UNMC teams exploring extended-release COVID vaccine

 A team of UNMC researchers developed a novel delivery platform for a “next generation” COVID vaccine. The vaccine is delivered through controlled, biodegradable, stable polymeric microspheres that permit the viral antigen to be released slowly over extended time periods to reduce the need for repeated boosters. 

The paper, published in Acta Biomaterialia, details the creation of the biodegradable polymeric microsphere. Proof of concept was tested with chemically inactivated SARS-CoV-2 proteins carried within the delivery formulation.
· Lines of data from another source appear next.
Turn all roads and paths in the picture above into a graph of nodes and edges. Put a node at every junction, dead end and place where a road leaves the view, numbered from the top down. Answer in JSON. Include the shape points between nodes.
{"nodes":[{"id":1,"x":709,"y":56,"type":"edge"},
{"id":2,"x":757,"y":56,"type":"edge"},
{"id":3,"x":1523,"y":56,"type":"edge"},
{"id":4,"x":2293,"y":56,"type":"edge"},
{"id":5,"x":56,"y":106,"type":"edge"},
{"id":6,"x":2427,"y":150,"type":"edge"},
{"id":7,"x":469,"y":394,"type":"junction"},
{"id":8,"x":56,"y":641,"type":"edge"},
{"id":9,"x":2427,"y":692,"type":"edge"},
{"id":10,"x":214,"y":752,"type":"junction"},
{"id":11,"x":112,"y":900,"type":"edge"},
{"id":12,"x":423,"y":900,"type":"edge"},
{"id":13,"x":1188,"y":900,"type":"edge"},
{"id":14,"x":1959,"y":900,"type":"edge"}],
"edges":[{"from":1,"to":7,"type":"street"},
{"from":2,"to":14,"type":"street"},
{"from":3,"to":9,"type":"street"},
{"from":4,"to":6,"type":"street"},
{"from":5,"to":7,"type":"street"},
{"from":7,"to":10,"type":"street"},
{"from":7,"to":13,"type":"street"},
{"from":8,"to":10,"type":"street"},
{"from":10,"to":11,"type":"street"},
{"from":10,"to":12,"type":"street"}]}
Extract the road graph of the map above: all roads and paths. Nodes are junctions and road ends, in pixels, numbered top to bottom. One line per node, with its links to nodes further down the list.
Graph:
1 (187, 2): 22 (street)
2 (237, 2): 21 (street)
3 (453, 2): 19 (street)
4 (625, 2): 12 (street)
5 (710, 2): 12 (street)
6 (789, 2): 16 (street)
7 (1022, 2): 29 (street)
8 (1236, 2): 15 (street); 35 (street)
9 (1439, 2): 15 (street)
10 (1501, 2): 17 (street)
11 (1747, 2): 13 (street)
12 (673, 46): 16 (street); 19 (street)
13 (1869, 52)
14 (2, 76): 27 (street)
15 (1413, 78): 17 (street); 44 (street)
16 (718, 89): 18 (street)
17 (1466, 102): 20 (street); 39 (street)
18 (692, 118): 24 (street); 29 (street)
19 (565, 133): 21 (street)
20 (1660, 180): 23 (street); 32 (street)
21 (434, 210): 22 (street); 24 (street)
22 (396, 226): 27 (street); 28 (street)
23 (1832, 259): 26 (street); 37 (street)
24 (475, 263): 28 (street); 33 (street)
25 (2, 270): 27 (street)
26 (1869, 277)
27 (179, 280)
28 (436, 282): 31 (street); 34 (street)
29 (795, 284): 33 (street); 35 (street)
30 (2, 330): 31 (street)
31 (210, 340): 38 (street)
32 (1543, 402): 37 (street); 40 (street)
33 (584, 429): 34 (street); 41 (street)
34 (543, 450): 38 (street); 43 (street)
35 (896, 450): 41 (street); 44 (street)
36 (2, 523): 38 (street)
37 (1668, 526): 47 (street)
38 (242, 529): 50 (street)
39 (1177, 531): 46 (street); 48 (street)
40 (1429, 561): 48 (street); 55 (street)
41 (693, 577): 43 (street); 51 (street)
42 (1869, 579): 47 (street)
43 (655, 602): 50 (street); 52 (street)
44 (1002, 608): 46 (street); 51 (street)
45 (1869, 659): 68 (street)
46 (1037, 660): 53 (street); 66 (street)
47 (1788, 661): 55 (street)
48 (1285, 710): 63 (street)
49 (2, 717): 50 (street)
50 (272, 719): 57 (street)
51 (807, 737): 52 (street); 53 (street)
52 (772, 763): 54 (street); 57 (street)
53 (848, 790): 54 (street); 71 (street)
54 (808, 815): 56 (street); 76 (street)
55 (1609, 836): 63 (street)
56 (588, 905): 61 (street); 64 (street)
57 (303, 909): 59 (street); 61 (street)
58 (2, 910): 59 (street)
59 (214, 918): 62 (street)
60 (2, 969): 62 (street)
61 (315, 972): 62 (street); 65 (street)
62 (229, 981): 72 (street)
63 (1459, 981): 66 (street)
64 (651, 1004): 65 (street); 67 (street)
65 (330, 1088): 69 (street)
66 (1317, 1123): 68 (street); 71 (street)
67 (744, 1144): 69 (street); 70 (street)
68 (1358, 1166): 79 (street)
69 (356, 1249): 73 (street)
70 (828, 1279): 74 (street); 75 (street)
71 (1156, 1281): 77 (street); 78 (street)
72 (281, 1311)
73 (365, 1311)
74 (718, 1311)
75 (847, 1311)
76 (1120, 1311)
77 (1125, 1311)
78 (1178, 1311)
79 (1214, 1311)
These viral proteins, when encapsulated in the polymeric microspheres, induced robust antiviral immunity in animal models.

The viral antigen-loaded microsphere system can prevent the need for repeat immunizations, highlighting its potential as a unique vaccine delivery mechanism. “The idea of a single vaccine for SARS-CoV-2 without boosting can be realized if and when viral evolution can be accurately predicted,” said Howard Gendelman, MD, co-corresponding author of the paper and chair of the UNMC Department of Pharmacology and Experimental Neuroscience (PEN). “COVID is certainly going to be with us for quite a long time.”

Although still in an early stage, the study shows a path to predictive antiviral immunity through the development of a unique delivery system that could carry multiple viral antigens. “The new vaccine would serve to ameliorate the acquisition-based fatigue being seen in response to the frequent boosters needed to address SARS-CoV-2 virus evolution” said Bhavesh Kevadiya, PhD, co-corresponding author and a prior assistant professor in the PEN department.

The PEN department maintains itself as a world leader in the development, characterization and translation of long-acting drugs and vaccines for the treatment and prevention of viral diseases.

“We are in the beginning stages,” said Farah Shahjin, PhD, lead author and a former graduate student in PEN. “But we have a lot of options to move this forward. These approaches are the future of ameliorating the severity of COVID in the times ahead.”

The work served to demonstrate proof-of-concept for the successful loading and potential immunogenic responses to the whole, inactive SARS-CoV-2 virus-loaded microsphere. These results, in turn, offer the possibilities of future studies to optimize the process parameters to generate microsphere-borne viral antigens, as well as a long-term study of the immune responses against the antigen of interest, and therefore could provide the opportunity for developing a long-acting vaccine.

“The virus mutates. If we work to predict the mutations over a period of three or four years, we can plug that into a single vaccine. We can then use this system to deliver the vaccine formulated for the new, mutated virus we predict over a longer period of time, staying ahead of the virus and not reacting to it,” said Dr. Gendelman.

The study’s authors, which include current PEN graduate students Mahmudul Hasan and Milankumar Patel, posit that these injectable biodegradable polymers represent a means for the sustained release of emerging viral antigens. “The approach offers a means to reduce immunization frequency by predicting viral genomic variability,” the paper says. “This strategy could lead to longer-lasting antiviral protective immunity.”

The success in vaccine development follows a broader COVID vaccine initiative involving a novel modular vaccine platform through chemically synthesized peptides and bioinformatic target data, such as another study — by the teams of UNMC scientists led by Yuri Lyubchenko PhD, DSc, professor in pharmaceutical sciences, and Siddappa Byrareddy, PhD, professor and vice chair of research in PEN as co-corresponding authors — published in the journal Nanomedicine. “This second vaccine study is based on immunogen design that contains two defined B-cell epitopes from the spike glycoprotein of SARS-CoV-2 and the universal T-helper epitope PADRE,” said Dr. Byrareddy. In this study, the immunogens used were formulated by conjugation to gold nanoparticles, which elicited an IgG immune response and generated high virus-neutralizing titers.

A reviewer of the online publication summarized: “The translation of this well-targeted epitope vaccine, which can be highly accessible and affordable, enables protection with minimal stimulation of the immune system; this research could be revolutionary, not only for the COVID-19 pandemic and the variants of concern associated with this highly transmissible virus but also for all types of vaccines.”

The two studies taken together demonstrate the versatility of methods for future SARS-CoV-2 immune protection, although additional research still will need to be done before there is an application to humans.